» WORK INSTRUCTION: Your task is to copy every line of the entries that holds the word "Drive".

(Saved entries)
□ □ □ □ □

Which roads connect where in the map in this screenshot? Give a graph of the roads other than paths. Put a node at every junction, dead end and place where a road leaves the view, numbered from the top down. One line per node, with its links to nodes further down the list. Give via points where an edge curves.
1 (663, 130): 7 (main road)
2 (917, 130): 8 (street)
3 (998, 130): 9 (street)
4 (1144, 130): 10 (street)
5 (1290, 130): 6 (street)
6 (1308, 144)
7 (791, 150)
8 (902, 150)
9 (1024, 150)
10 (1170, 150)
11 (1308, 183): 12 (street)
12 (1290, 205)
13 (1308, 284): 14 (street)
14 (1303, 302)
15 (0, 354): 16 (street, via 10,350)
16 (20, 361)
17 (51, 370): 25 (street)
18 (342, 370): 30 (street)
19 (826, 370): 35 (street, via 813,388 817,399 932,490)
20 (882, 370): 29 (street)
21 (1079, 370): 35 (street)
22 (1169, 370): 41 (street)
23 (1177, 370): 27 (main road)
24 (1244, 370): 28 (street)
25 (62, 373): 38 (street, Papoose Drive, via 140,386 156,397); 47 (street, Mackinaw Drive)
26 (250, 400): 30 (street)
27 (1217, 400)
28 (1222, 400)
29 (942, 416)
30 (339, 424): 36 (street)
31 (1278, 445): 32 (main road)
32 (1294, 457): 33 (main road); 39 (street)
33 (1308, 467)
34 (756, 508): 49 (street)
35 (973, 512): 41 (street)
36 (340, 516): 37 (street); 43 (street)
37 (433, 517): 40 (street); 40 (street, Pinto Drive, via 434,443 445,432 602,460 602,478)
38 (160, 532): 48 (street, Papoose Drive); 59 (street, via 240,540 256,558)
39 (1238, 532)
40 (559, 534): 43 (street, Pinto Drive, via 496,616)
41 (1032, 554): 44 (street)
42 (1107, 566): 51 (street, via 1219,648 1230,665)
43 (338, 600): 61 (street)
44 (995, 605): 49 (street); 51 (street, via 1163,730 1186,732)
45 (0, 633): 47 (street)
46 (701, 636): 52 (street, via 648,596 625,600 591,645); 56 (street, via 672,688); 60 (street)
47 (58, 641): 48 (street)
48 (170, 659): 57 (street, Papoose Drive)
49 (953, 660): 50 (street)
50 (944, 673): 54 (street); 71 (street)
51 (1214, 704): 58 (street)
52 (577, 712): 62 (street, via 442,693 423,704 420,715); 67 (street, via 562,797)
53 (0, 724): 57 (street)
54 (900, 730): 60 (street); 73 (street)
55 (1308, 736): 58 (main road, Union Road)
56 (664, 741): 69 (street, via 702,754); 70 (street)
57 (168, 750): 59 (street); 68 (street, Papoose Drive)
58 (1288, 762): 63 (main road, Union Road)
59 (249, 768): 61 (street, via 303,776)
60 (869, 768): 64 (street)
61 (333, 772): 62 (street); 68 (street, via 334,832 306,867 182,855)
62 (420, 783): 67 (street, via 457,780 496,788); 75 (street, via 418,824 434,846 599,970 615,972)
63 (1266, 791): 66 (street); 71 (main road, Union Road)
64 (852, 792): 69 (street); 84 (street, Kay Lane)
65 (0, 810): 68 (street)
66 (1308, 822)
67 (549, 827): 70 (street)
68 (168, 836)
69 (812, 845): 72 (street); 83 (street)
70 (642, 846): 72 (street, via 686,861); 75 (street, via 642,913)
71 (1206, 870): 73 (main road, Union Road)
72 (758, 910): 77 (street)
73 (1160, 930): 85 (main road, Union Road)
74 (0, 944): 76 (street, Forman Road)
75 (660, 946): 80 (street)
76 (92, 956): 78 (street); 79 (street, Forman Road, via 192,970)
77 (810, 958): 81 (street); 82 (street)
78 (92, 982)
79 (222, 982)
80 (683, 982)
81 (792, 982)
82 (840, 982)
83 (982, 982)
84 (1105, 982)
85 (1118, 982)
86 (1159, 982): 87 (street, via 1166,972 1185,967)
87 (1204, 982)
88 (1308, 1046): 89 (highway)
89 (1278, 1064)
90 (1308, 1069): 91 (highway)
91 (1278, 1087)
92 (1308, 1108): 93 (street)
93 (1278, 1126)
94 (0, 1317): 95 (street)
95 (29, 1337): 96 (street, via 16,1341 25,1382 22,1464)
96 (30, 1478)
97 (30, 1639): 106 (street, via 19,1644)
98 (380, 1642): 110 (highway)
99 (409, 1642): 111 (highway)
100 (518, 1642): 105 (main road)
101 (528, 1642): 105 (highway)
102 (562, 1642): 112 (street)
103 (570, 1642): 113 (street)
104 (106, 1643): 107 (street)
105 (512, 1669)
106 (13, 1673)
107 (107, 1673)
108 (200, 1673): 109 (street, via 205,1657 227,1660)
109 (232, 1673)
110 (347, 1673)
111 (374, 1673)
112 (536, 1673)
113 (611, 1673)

□ □ □ □ □

» EXPECTED ANSWER:
25 (62, 373): 38 (street, Papoose Drive, via 140,386 156,397); 47 (street, Mackinaw Drive)
37 (433, 517): 40 (street); 40 (street, Pinto Drive, via 434,443 445,432 602,460 602,478)
38 (160, 532): 48 (street, Papoose Drive); 59 (street, via 240,540 256,558)
40 (559, 534): 43 (street, Pinto Drive, via 496,616)
48 (170, 659): 57 (street, Papoose Drive)
57 (168, 750): 59 (street); 68 (street, Papoose Drive)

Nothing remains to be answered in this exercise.